Task details =>
Identify each line below containing the string "nodes" and copy it.

Listed records =>
◇ ◇ ◇
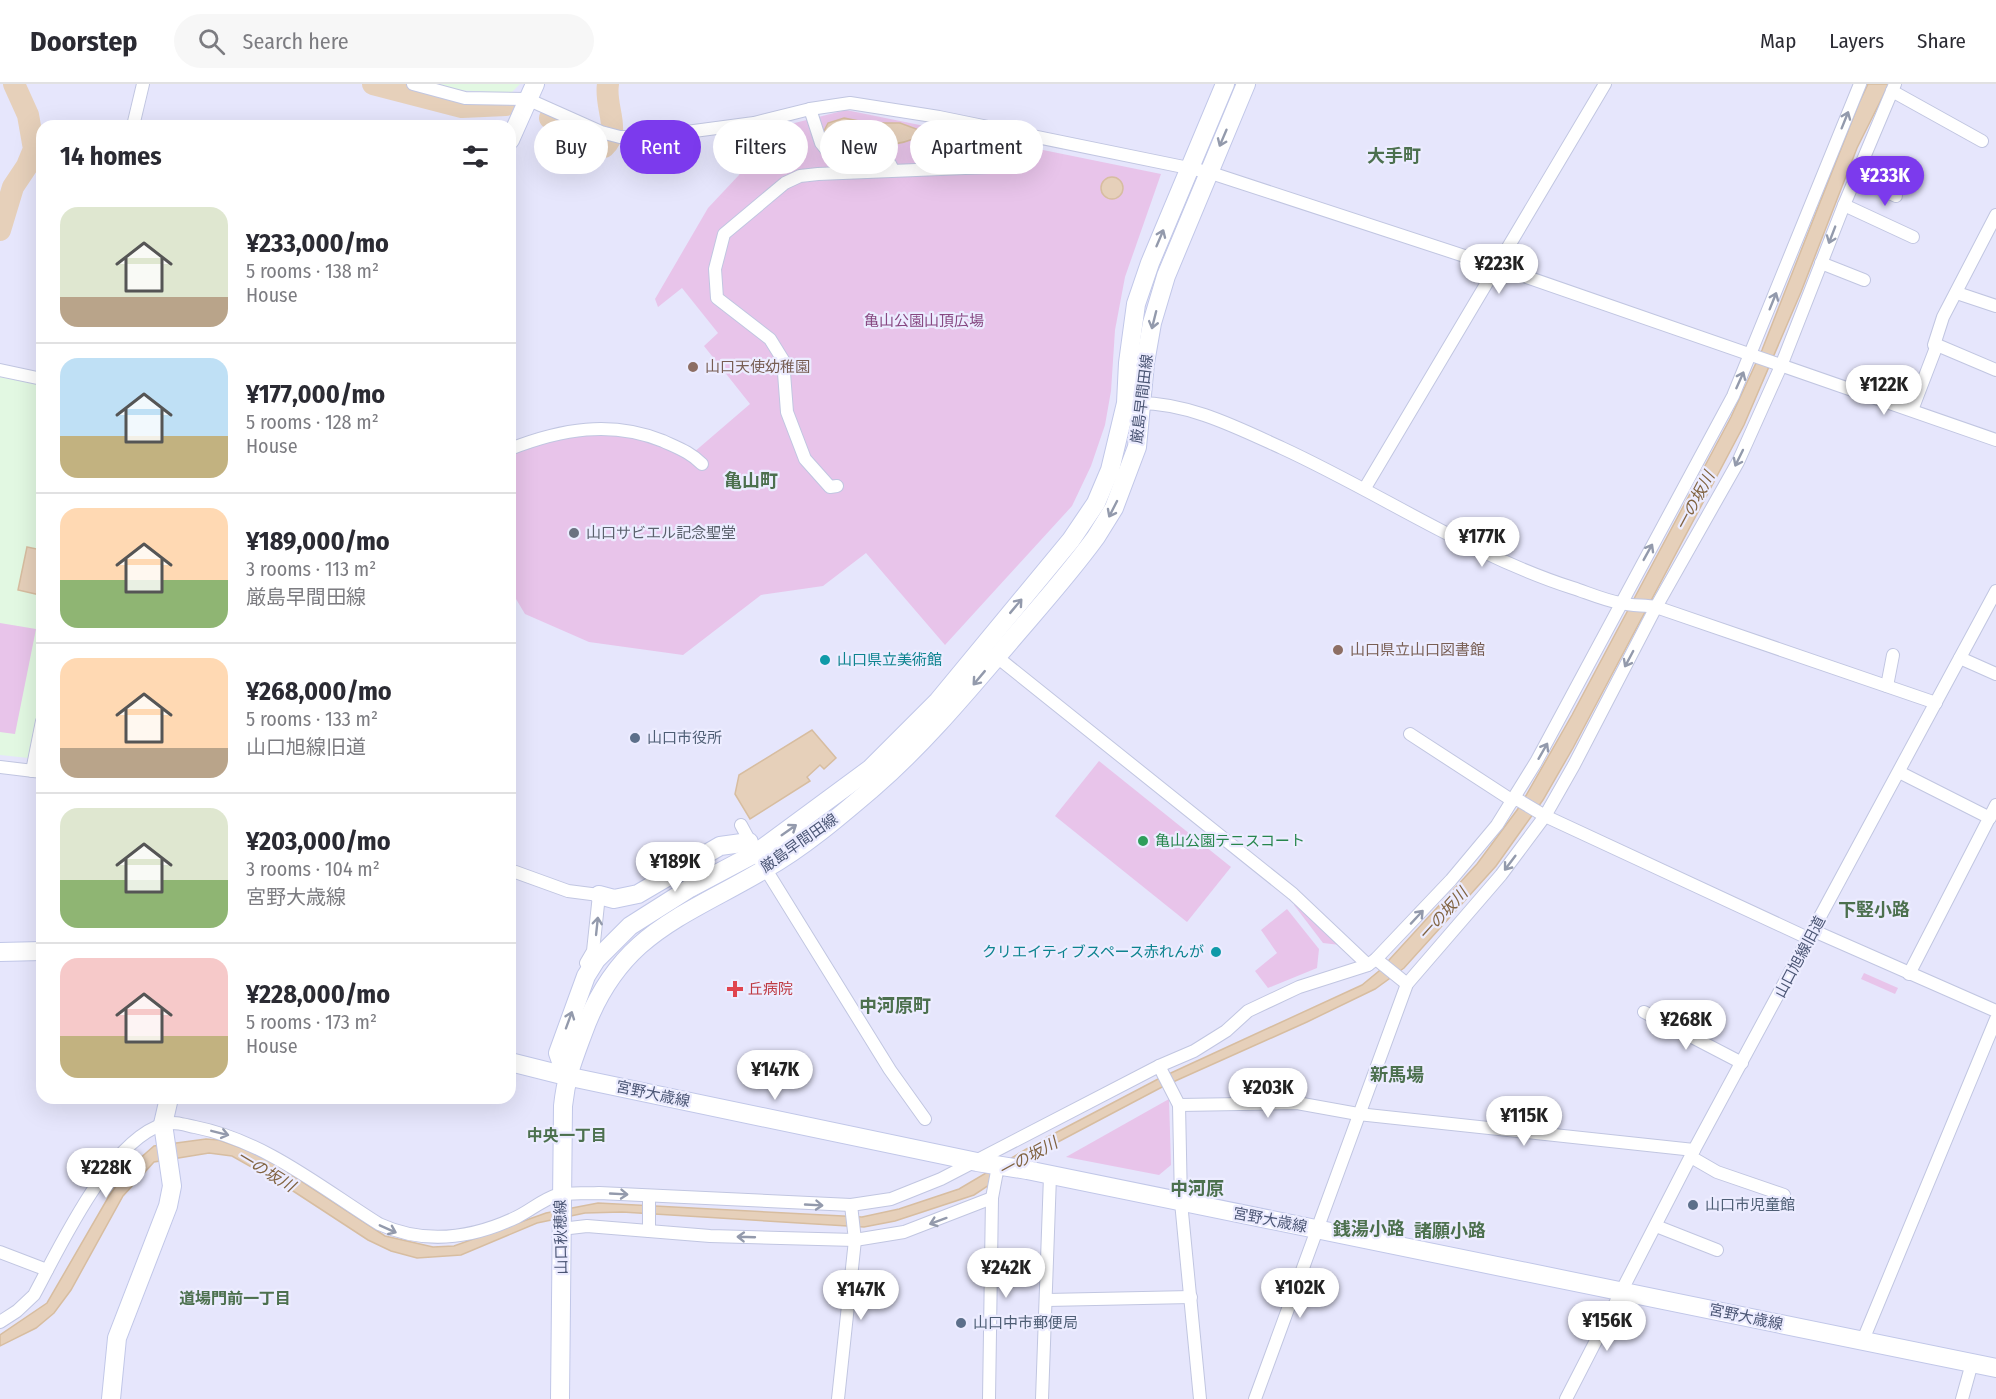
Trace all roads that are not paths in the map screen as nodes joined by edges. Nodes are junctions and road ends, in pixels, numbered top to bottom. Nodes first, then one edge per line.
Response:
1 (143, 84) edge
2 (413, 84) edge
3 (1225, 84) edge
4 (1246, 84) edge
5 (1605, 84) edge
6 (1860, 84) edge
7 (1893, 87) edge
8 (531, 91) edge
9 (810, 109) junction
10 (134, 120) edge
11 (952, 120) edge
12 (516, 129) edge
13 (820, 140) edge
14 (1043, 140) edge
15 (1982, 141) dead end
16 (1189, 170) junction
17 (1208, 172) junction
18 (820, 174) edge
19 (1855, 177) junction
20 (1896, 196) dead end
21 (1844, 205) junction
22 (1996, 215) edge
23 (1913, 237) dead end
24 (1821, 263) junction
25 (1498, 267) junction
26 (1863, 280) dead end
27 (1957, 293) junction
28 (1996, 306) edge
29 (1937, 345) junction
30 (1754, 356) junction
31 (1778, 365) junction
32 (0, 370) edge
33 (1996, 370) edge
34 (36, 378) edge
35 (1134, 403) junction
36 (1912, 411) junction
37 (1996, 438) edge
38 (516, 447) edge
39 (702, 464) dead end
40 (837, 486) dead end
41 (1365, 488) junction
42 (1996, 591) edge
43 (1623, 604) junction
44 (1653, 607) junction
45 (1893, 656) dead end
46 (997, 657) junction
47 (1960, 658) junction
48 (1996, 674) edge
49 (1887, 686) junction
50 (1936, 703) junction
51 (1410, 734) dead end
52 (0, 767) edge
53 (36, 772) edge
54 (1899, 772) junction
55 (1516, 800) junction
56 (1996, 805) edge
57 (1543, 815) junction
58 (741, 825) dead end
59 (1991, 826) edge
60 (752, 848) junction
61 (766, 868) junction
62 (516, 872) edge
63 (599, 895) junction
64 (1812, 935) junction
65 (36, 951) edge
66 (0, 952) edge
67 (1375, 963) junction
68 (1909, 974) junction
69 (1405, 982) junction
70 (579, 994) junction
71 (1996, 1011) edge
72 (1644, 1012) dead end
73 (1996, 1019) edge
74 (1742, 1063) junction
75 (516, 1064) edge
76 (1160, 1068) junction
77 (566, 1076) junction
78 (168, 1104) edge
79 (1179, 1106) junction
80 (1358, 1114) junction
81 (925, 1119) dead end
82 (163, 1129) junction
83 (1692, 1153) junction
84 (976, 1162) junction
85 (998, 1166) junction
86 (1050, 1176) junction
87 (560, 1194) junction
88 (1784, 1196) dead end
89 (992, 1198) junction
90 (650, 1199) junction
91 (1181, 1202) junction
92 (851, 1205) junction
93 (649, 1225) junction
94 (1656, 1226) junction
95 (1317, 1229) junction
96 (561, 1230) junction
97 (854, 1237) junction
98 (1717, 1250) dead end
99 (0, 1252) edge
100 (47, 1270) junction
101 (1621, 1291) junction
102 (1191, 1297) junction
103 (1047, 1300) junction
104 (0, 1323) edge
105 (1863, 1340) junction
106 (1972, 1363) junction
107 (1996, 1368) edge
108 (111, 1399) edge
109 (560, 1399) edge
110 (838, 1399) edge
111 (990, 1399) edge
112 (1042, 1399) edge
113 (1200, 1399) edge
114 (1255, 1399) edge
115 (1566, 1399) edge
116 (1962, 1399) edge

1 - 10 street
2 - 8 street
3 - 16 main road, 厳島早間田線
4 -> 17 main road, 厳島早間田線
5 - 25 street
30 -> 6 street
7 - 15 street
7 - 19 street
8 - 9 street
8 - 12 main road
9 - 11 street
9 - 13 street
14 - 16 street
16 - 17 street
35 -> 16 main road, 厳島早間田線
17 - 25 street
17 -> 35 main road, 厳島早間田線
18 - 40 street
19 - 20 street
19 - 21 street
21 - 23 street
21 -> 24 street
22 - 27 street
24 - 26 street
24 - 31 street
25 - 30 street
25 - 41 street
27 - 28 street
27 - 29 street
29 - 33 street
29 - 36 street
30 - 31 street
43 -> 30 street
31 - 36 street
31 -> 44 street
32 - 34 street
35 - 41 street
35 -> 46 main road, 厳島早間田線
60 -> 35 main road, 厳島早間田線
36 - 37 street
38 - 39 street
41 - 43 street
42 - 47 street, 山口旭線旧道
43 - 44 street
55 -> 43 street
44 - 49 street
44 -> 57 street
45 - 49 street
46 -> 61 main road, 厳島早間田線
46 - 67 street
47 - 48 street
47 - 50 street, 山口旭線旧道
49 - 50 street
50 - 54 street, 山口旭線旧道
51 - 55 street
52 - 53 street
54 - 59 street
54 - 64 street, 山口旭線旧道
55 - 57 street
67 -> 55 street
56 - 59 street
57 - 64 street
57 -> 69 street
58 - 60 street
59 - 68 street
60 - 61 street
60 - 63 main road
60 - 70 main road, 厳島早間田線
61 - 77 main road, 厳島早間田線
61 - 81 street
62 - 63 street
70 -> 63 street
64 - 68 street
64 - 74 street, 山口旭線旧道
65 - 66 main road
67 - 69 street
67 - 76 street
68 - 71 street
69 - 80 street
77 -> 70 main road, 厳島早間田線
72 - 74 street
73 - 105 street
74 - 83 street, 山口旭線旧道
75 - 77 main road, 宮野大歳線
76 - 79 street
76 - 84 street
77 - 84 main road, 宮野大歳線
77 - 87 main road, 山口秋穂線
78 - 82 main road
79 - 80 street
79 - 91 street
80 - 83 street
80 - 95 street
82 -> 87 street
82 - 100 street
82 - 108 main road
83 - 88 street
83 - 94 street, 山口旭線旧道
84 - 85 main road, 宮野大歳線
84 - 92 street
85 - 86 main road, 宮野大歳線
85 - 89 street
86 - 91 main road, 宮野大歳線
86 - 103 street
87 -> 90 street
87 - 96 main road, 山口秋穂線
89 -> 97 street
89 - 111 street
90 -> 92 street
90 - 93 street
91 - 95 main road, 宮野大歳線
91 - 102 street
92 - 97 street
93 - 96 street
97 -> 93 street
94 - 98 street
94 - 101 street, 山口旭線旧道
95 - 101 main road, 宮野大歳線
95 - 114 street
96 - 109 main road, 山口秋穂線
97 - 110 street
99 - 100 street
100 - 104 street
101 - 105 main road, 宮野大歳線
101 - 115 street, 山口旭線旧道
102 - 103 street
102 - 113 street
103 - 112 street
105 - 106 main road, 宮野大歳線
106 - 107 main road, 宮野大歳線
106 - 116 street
◇ ◇ ◇
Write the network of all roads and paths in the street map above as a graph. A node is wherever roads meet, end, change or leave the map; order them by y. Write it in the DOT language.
◇ ◇ ◇
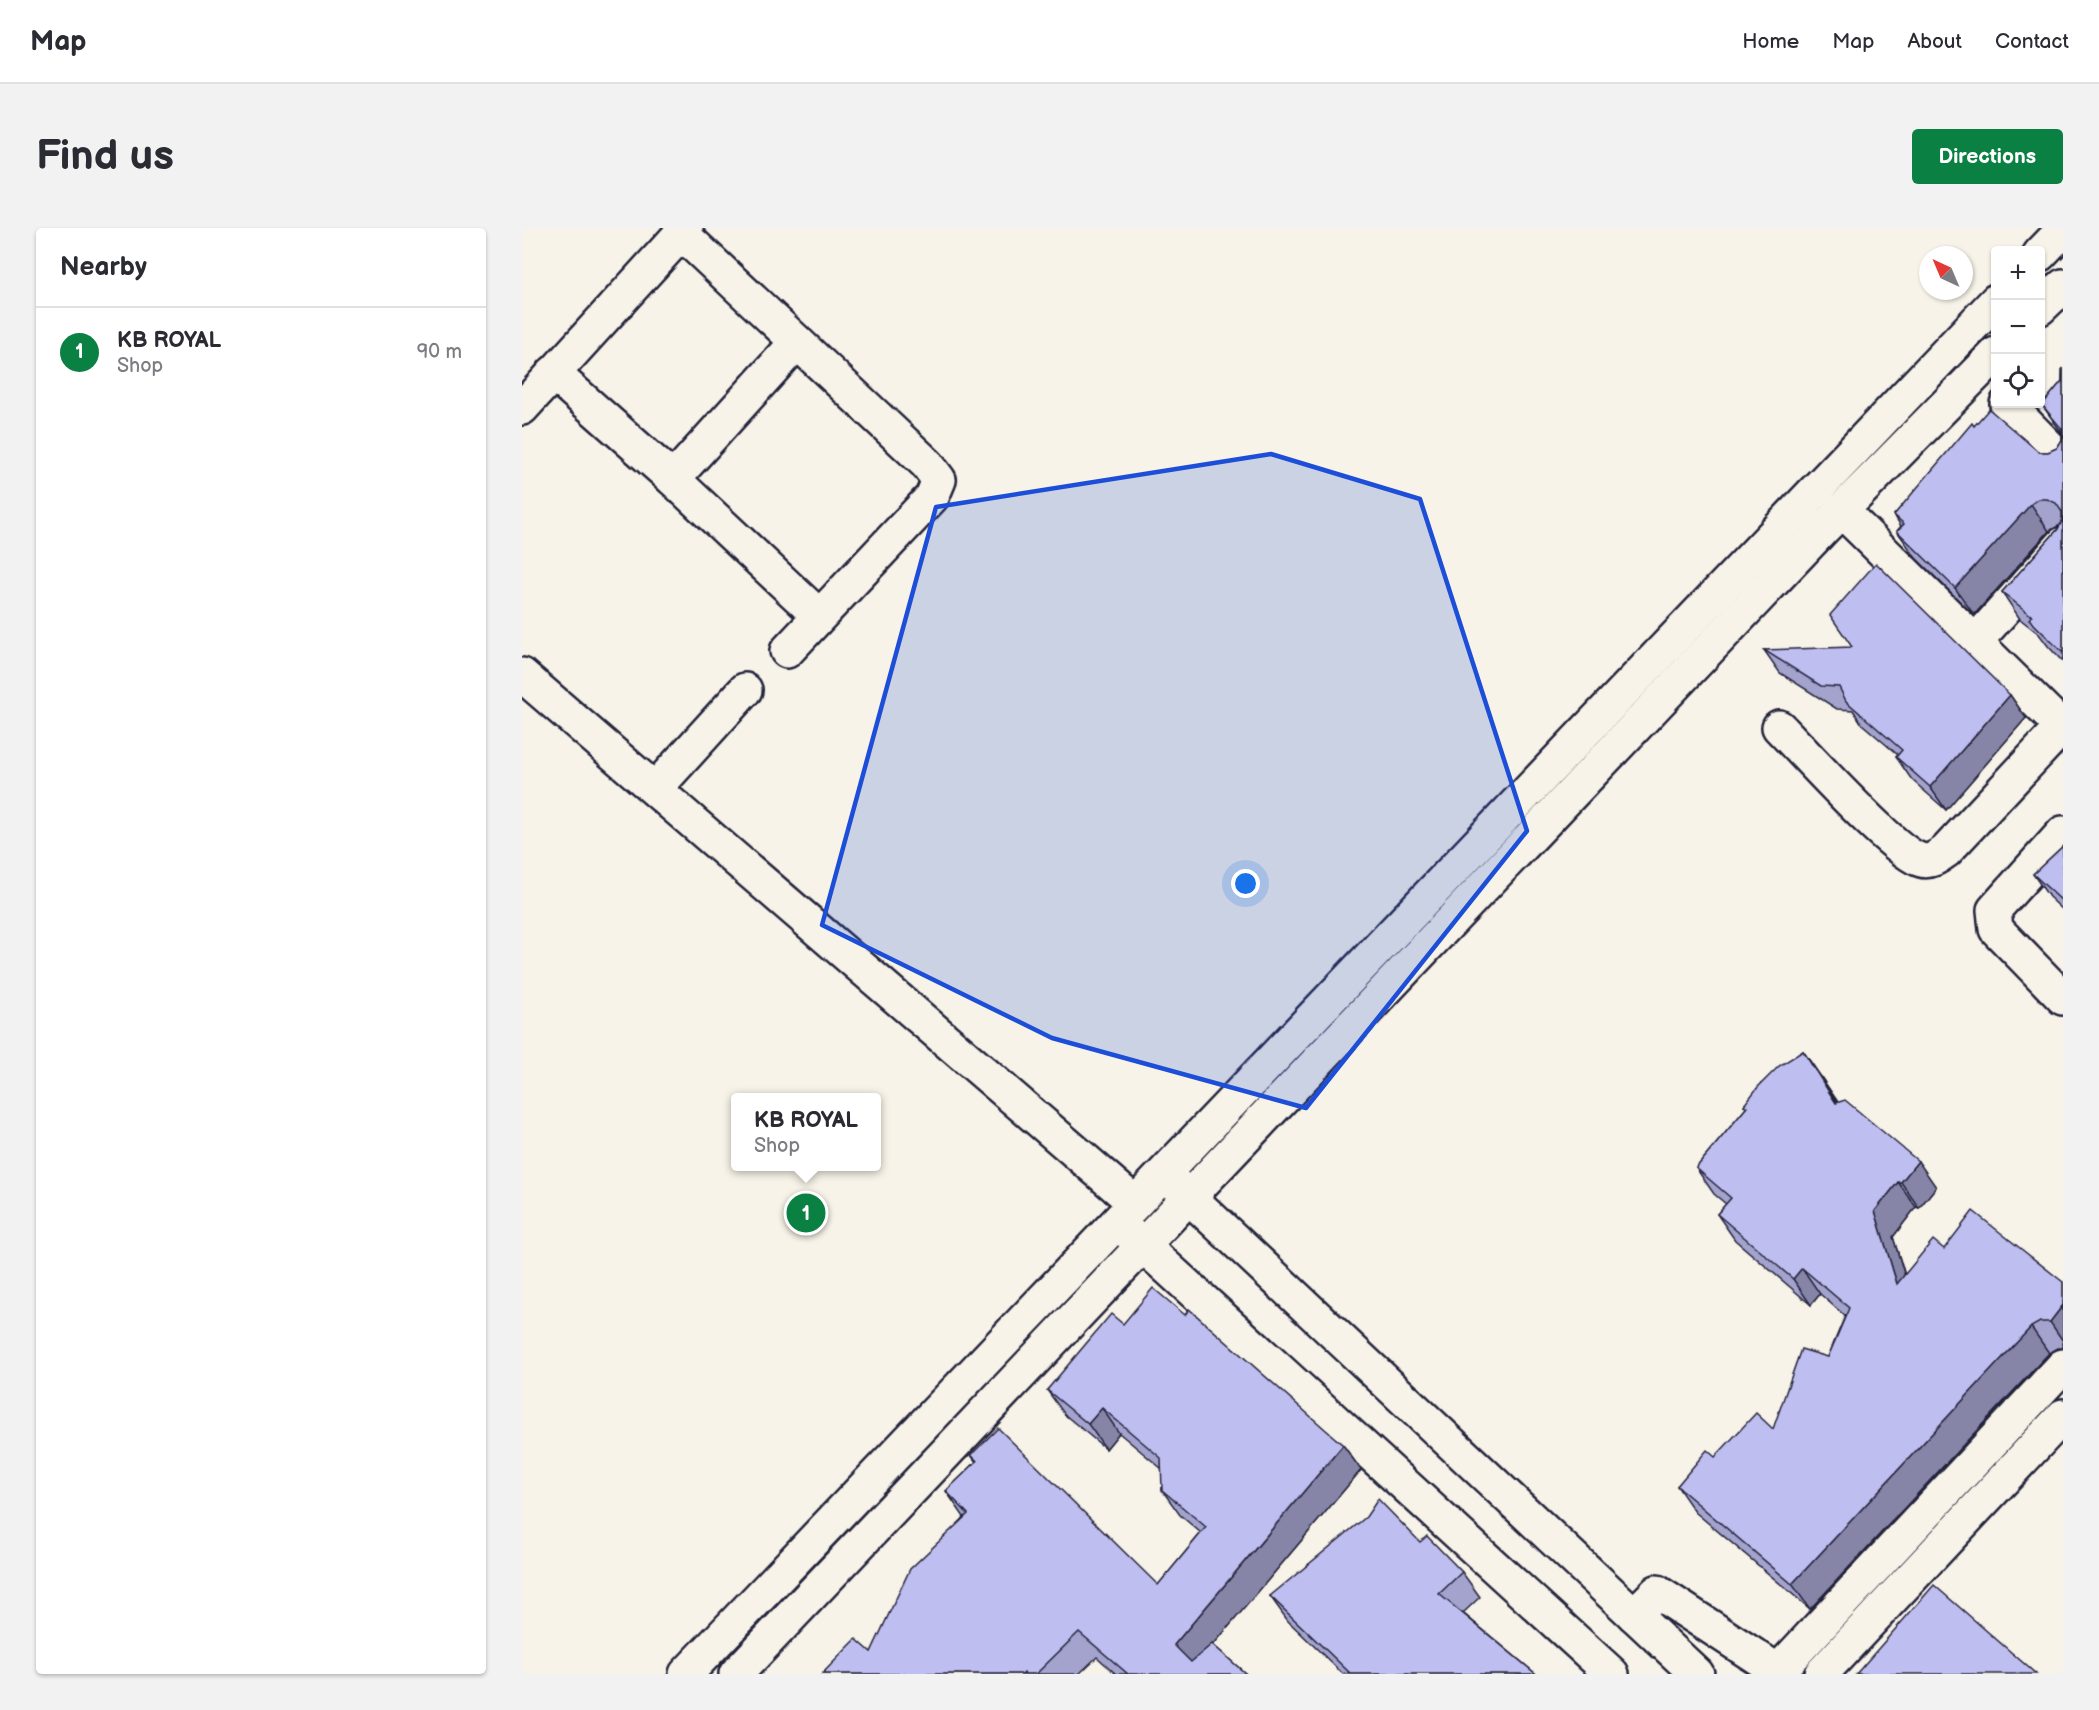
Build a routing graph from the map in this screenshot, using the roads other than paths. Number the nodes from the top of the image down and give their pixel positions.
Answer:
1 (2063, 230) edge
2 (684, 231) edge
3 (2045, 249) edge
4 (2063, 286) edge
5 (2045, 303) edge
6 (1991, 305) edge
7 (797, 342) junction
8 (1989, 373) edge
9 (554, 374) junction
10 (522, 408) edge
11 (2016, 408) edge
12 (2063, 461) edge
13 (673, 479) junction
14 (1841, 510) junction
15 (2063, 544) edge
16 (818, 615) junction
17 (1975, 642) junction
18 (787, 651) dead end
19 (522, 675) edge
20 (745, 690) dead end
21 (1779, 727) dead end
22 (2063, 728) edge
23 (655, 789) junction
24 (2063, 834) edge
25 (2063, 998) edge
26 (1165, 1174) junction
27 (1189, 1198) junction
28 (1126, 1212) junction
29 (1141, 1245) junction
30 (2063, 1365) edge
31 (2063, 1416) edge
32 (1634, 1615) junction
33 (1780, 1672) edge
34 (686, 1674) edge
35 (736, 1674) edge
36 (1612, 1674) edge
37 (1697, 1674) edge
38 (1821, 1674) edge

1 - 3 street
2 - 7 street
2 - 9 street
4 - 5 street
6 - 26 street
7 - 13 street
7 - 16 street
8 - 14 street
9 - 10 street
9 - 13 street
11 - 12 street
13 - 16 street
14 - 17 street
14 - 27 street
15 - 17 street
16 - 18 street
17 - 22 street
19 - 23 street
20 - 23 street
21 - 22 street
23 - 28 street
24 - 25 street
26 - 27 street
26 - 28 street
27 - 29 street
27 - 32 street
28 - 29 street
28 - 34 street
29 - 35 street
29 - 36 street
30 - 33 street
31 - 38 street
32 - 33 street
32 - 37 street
◇ ◇ ◇
Answer to this problem =>
Trace all roads that are not paths in the map screen as nodes joined by edges. Nodes are junctions and road ends, in pixels, numbered top to bottom. Nodes first, then one edge per line.
Build a routing graph from the map in this screenshot, using the roads other than paths. Number the nodes from the top of the image down and give their pixel positions.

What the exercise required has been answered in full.